═══ SOURCE DATA ═══

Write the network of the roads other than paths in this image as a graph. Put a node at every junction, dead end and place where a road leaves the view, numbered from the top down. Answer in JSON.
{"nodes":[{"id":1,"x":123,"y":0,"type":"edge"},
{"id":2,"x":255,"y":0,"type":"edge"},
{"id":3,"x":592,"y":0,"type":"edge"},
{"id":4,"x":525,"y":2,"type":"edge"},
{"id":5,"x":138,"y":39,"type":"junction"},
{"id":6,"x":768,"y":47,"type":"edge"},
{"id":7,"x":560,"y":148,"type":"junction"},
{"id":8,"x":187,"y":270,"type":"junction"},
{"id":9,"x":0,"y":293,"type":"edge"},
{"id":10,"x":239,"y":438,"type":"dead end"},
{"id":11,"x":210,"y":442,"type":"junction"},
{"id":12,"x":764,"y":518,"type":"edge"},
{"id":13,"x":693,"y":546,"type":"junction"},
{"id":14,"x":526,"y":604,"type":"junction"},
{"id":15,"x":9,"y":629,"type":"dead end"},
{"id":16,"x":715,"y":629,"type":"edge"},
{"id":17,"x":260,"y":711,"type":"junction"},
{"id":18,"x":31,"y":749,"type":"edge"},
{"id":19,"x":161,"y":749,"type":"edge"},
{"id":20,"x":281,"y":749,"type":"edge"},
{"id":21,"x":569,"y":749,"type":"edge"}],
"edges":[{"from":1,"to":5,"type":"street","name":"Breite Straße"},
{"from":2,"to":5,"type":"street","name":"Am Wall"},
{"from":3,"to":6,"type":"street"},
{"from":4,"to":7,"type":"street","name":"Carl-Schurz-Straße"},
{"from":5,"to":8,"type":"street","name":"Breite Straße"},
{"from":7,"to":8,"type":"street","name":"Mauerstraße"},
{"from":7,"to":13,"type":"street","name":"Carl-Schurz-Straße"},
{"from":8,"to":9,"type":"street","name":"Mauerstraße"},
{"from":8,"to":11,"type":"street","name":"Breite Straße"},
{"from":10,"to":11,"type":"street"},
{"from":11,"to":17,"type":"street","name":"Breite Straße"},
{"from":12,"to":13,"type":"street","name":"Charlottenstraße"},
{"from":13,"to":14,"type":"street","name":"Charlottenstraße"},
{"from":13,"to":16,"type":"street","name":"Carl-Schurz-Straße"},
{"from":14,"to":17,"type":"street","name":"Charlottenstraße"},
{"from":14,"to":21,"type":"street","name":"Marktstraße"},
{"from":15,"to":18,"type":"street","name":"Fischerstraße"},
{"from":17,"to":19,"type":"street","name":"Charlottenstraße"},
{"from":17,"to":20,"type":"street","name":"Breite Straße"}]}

═══

**DIRECTIONS FOR THIS TASK**
Could you give the records above again, exactly and in full?

**RESULT**
Write the network of the roads other than paths in this image as a graph. Put a node at every junction, dead end and place where a road leaves the view, numbered from the top down. Answer in JSON.
{"nodes":[{"id":1,"x":123,"y":0,"type":"edge"},
{"id":2,"x":255,"y":0,"type":"edge"},
{"id":3,"x":592,"y":0,"type":"edge"},
{"id":4,"x":525,"y":2,"type":"edge"},
{"id":5,"x":138,"y":39,"type":"junction"},
{"id":6,"x":768,"y":47,"type":"edge"},
{"id":7,"x":560,"y":148,"type":"junction"},
{"id":8,"x":187,"y":270,"type":"junction"},
{"id":9,"x":0,"y":293,"type":"edge"},
{"id":10,"x":239,"y":438,"type":"dead end"},
{"id":11,"x":210,"y":442,"type":"junction"},
{"id":12,"x":764,"y":518,"type":"edge"},
{"id":13,"x":693,"y":546,"type":"junction"},
{"id":14,"x":526,"y":604,"type":"junction"},
{"id":15,"x":9,"y":629,"type":"dead end"},
{"id":16,"x":715,"y":629,"type":"edge"},
{"id":17,"x":260,"y":711,"type":"junction"},
{"id":18,"x":31,"y":749,"type":"edge"},
{"id":19,"x":161,"y":749,"type":"edge"},
{"id":20,"x":281,"y":749,"type":"edge"},
{"id":21,"x":569,"y":749,"type":"edge"}],
"edges":[{"from":1,"to":5,"type":"street","name":"Breite Straße"},
{"from":2,"to":5,"type":"street","name":"Am Wall"},
{"from":3,"to":6,"type":"street"},
{"from":4,"to":7,"type":"street","name":"Carl-Schurz-Straße"},
{"from":5,"to":8,"type":"street","name":"Breite Straße"},
{"from":7,"to":8,"type":"street","name":"Mauerstraße"},
{"from":7,"to":13,"type":"street","name":"Carl-Schurz-Straße"},
{"from":8,"to":9,"type":"street","name":"Mauerstraße"},
{"from":8,"to":11,"type":"street","name":"Breite Straße"},
{"from":10,"to":11,"type":"street"},
{"from":11,"to":17,"type":"street","name":"Breite Straße"},
{"from":12,"to":13,"type":"street","name":"Charlottenstraße"},
{"from":13,"to":14,"type":"street","name":"Charlottenstraße"},
{"from":13,"to":16,"type":"street","name":"Carl-Schurz-Straße"},
{"from":14,"to":17,"type":"street","name":"Charlottenstraße"},
{"from":14,"to":21,"type":"street","name":"Marktstraße"},
{"from":15,"to":18,"type":"street","name":"Fischerstraße"},
{"from":17,"to":19,"type":"street","name":"Charlottenstraße"},
{"from":17,"to":20,"type":"street","name":"Breite Straße"}]}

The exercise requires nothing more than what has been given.